To me it would hinge upon if the well would be spudded within the year, and whether the 2/3 interest was being cooperative. If the surface owner was being uncooperative, and a well could be spudded prior to prescription, I would take a 1/3 interest in 300 acres over none. Then again, I would doubt that a company would want to get in a hurry drilling a well when there would be over 30% of a unit unleased (my guess would be that signing the 1/3 interest and spudding a well quickly would probably serve to antagonize the surface owner as to leasing with the same company).

So I guess the short answer would be, if there would be any chance that the surface owner would be willing to negotiate at acceptable terms, and the company can afford to wait that long on their other lease(s) in the unit, the undivided 1/3 mineral servitude owner would probably be out of luck. If the 300 was spread over a couple of unit(s), O&G might adopt a different strategy as to each affected unit, but chances are, they would just wait.
Thanks Dion for your reply, most appriciated.
This does sound like yet another landmine for land buyers.

Suppose you're buying land in 2009 and you find out that mineral rights were sold in 2000. You think that you get the mineral rights in 2010. Unknown to you or the current property owner, a previous property owner sold his "forward" mineral rights in 2005.

Is there a requirement to file such sales of mineral rights at the courthouse? If the sale gets executed, but not filed, is is binding on future landowners?

Do such "forward looking" sales on land with severed mineral rights happen very often?

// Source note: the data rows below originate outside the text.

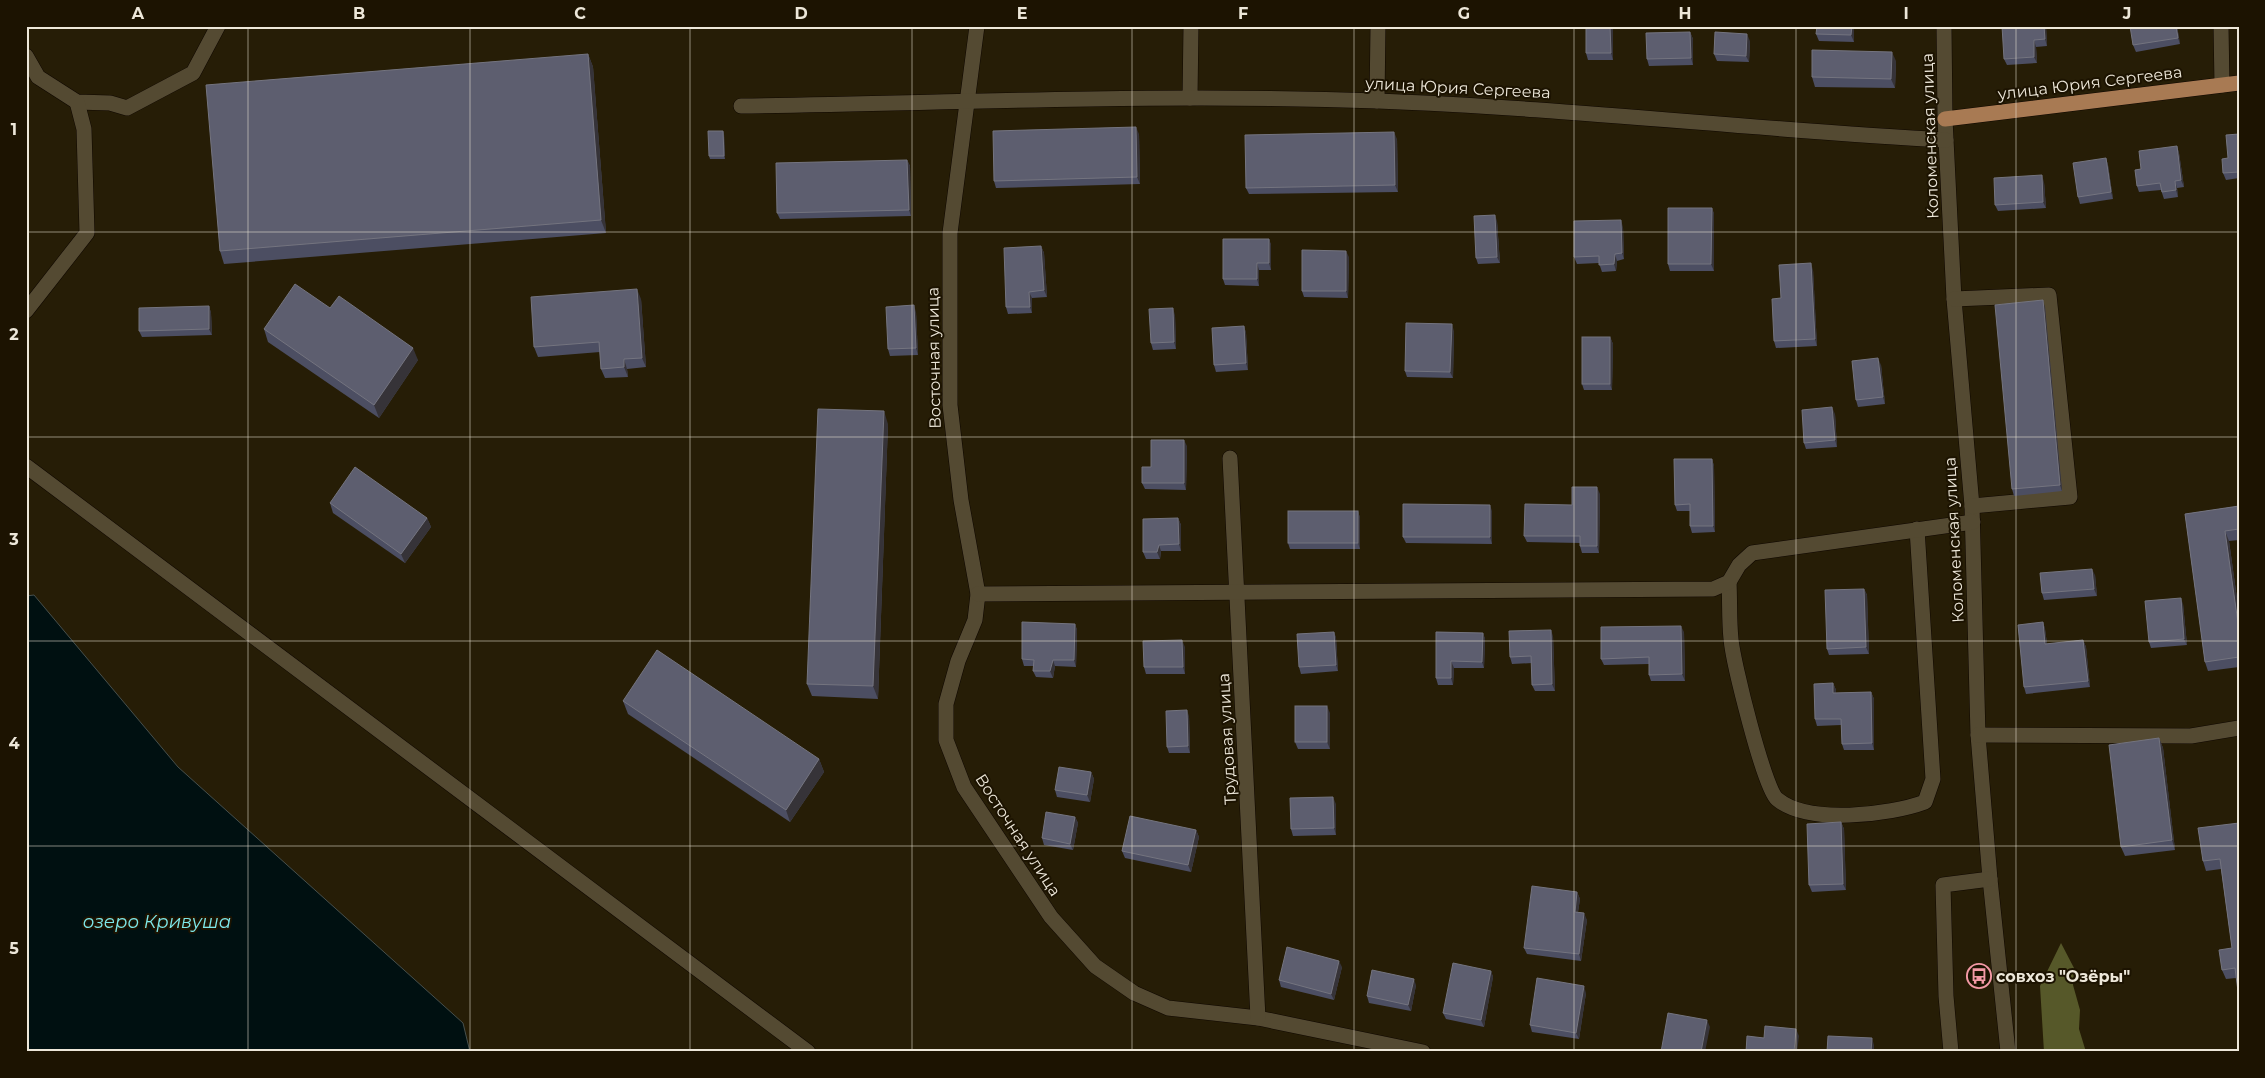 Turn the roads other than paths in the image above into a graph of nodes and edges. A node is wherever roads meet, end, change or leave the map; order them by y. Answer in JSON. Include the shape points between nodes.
{"nodes":[{"id":1,"x":218,"y":26,"type":"edge"},
{"id":2,"x":977,"y":26,"type":"edge"},
{"id":3,"x":1191,"y":26,"type":"edge"},
{"id":4,"x":1378,"y":26,"type":"edge"},
{"id":5,"x":1944,"y":26,"type":"edge"},
{"id":6,"x":2221,"y":26,"type":"edge"},
{"id":7,"x":26,"y":56,"type":"edge"},
{"id":8,"x":2239,"y":83,"type":"edge"},
{"id":9,"x":2222,"y":85,"type":"junction"},
{"id":10,"x":1190,"y":98,"type":"junction"},
{"id":11,"x":1376,"y":101,"type":"junction"},
{"id":12,"x":77,"y":102,"type":"junction"},
{"id":13,"x":967,"y":102,"type":"junction"},
{"id":14,"x":741,"y":106,"type":"dead end"},
{"id":15,"x":1945,"y":119,"type":"junction"},
{"id":16,"x":1946,"y":140,"type":"junction"},
{"id":17,"x":1954,"y":299,"type":"junction"},
{"id":18,"x":26,"y":311,"type":"edge"},
{"id":19,"x":1230,"y":458,"type":"dead end"},
{"id":20,"x":26,"y":466,"type":"edge"},
{"id":21,"x":1972,"y":506,"type":"junction"},
{"id":22,"x":1972,"y":522,"type":"junction"},
{"id":23,"x":1917,"y":529,"type":"junction"},
{"id":24,"x":1729,"y":582,"type":"junction"},
{"id":25,"x":978,"y":594,"type":"junction"},
{"id":26,"x":1238,"y":594,"type":"junction"},
{"id":27,"x":2239,"y":728,"type":"edge"},
{"id":28,"x":1978,"y":735,"type":"junction"},
{"id":29,"x":1990,"y":879,"type":"junction"},
{"id":30,"x":1258,"y":1018,"type":"junction"},
{"id":31,"x":808,"y":1052,"type":"edge"},
{"id":32,"x":1423,"y":1052,"type":"edge"},
{"id":33,"x":1951,"y":1052,"type":"edge"},
{"id":34,"x":2008,"y":1052,"type":"edge"}],
"edges":[{"from":1,"to":12,"type":"street","via":[[193,73],[127,108],[110,103]]},
{"from":2,"to":13,"type":"street","name":"Восточная улица"},
{"from":3,"to":10,"type":"street"},
{"from":4,"to":11,"type":"street"},
{"from":5,"to":15,"type":"street","name":"Коломенская улица"},
{"from":6,"to":9,"type":"street"},
{"from":7,"to":12,"type":"street","via":[[38,77]]},
{"from":8,"to":9,"type":"main road","name":"улица Юрия Сергеева"},
{"from":9,"to":15,"type":"main road","name":"улица Юрия Сергеева"},
{"from":10,"to":11,"type":"street","name":"улица Юрия Сергеева"},
{"from":10,"to":13,"type":"street","name":"улица Юрия Сергеева"},
{"from":11,"to":16,"type":"street","name":"улица Юрия Сергеева","via":[[1582,112]]},
{"from":12,"to":18,"type":"street","via":[[84,129],[87,232]]},
{"from":13,"to":14,"type":"street","name":"улица Юрия Сергеева"},
{"from":13,"to":25,"type":"street","name":"Восточная улица","via":[[950,233],[950,405],[961,500]]},
{"from":15,"to":16,"type":"street","name":"Коломенская улица"},
{"from":16,"to":17,"type":"street","name":"Коломенская улица"},
{"from":17,"to":21,"type":"street","name":"Коломенская улица"},
{"from":17,"to":21,"type":"street","via":[[2049,295],[2070,497]]},
{"from":19,"to":26,"type":"street","name":"Трудовая улица"},
{"from":20,"to":31,"type":"street"},
{"from":21,"to":22,"type":"street","name":"Коломенская улица"},
{"from":22,"to":23,"type":"street"},
{"from":22,"to":28,"type":"street","name":"Коломенская улица"},
{"from":23,"to":24,"type":"street","via":[[1752,553],[1739,565]]},
{"from":23,"to":24,"type":"street","via":[[1933,779],[1925,802],[1907,809],[1829,816],[1805,813],[1777,799],[1767,780],[1746,712],[1731,641]]},
{"from":24,"to":26,"type":"street","via":[[1712,589]]},
{"from":25,"to":26,"type":"street"},
{"from":25,"to":30,"type":"street","name":"Восточная улица","via":[[975,620],[958,661],[946,704],[946,740],[964,787],[1051,917],[1095,966],[1134,993],[1168,1008]]},
{"from":26,"to":30,"type":"street","name":"Трудовая улица"},
{"from":27,"to":28,"type":"street","via":[[2191,736]]},
{"from":28,"to":29,"type":"street","name":"Коломенская улица"},
{"from":29,"to":33,"type":"street","via":[[1943,885]]},
{"from":29,"to":34,"type":"street","name":"Коломенская улица"},
{"from":30,"to":32,"type":"street","name":"Восточная улица"}]} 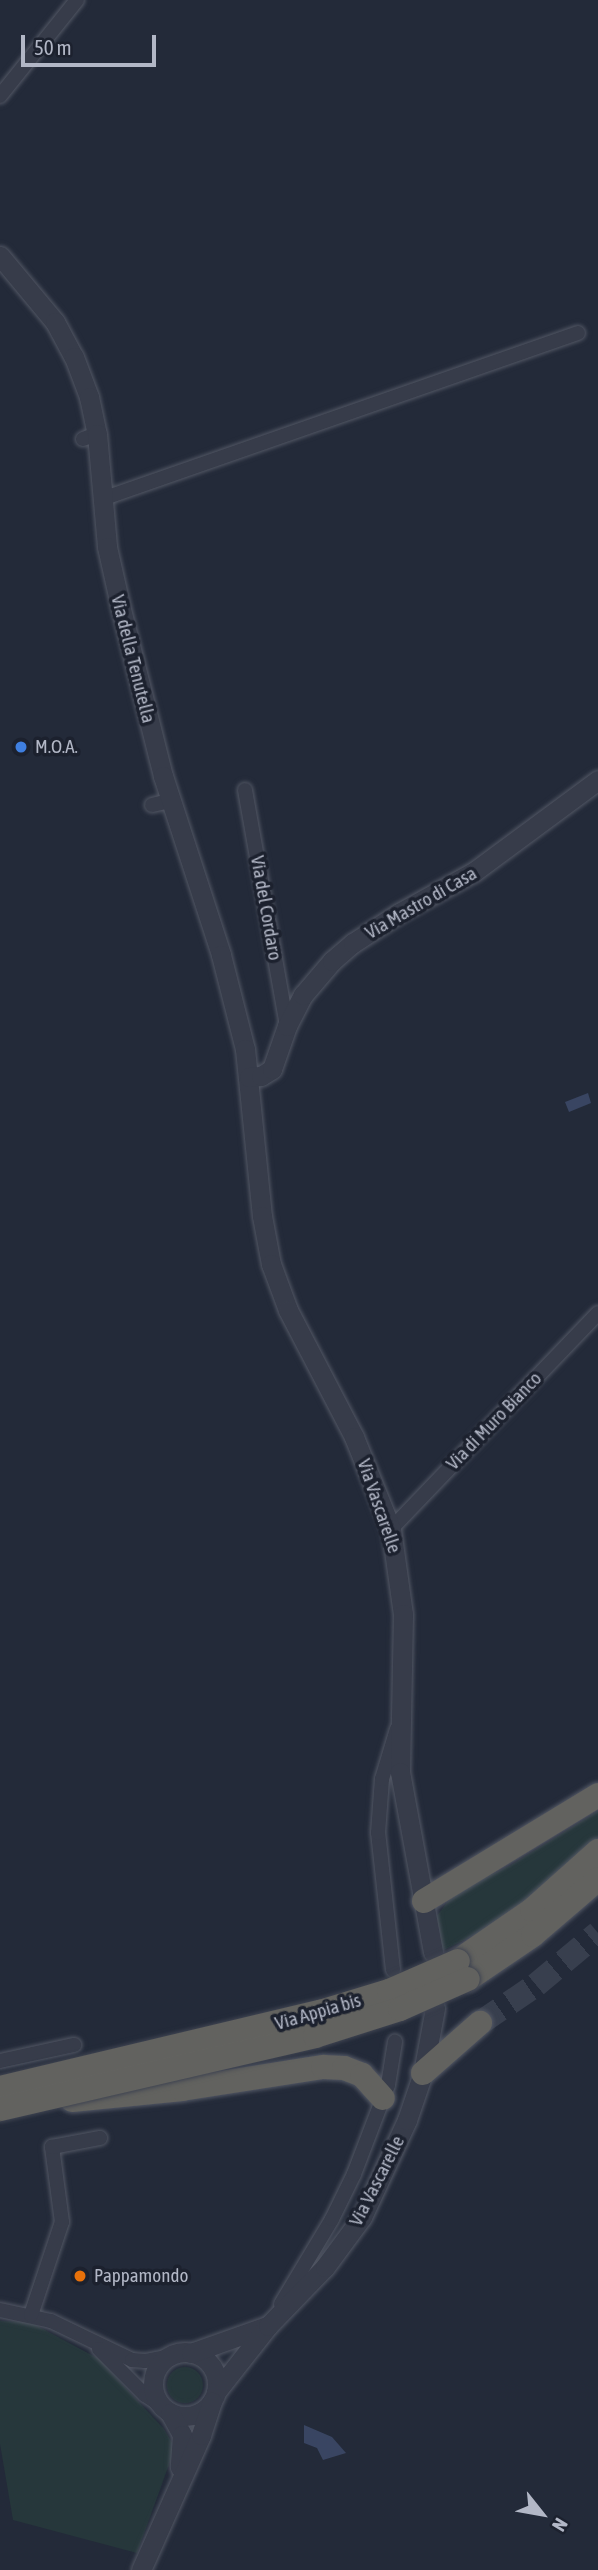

(Once again, assume Louisiana, no production, etc.)
Mac:

Once again, I refer to the Mineral Code:

PART 2. WHO MAY CREATE MINERAL SERVITUDES

R. S. 31:24: Right of landowner to create mineral servitude

Except as provided in Article 25, a mineral servitude may be created only by a landowner who owns the right to explore for and produce minerals when the servitude is created.

R. S. 31:25: Right of conditional landowner to create mineral servitude

A mineral servitude may be created by a landowner whose title terminates at a particular time or upon the occurrence of a certain condition but it is extinguished at the specified time or on occurrence of the condition divesting the title. [Emphasis added.]

In my reading, this would preclude 'random surface owners' who never have mineral interest in the subject property from clouding the title. The mineral servitude can never come into existence if the owner attempting to create the servitude never possesses the mineral rights. The reservation is simply of no effect.
It seems to me that 31:24 is the key to all of this.

i.e. the surface owner can't do anything, until the previous severance expires, even if it doesn't infringe on the current mineral owner's rights. Correct?

Despite any legal concepts to the contrary, this seems to say such a contract is invalid.

This sounds similar to the 10 year limit on reserved mineral rights. There's no legal concept that says you can't sell or retain your mineral rights forever. Other states allow this. Louisiana law simply makes such an agreement invalid after 10 years.

31:25 would imply that someone who retained mineral rights can't execute a lease that runs past the end of the 10 year term. (Duhh...)
31:25 would imply that someone who retained mineral rights can't execute a lease that runs past the end of the 10 year term. (Duhh...)

Scratch that. I think 31:144 says you can run past the end of prescription. YOW! sounds ugly.
That is correct. One cannot convey what they do not own.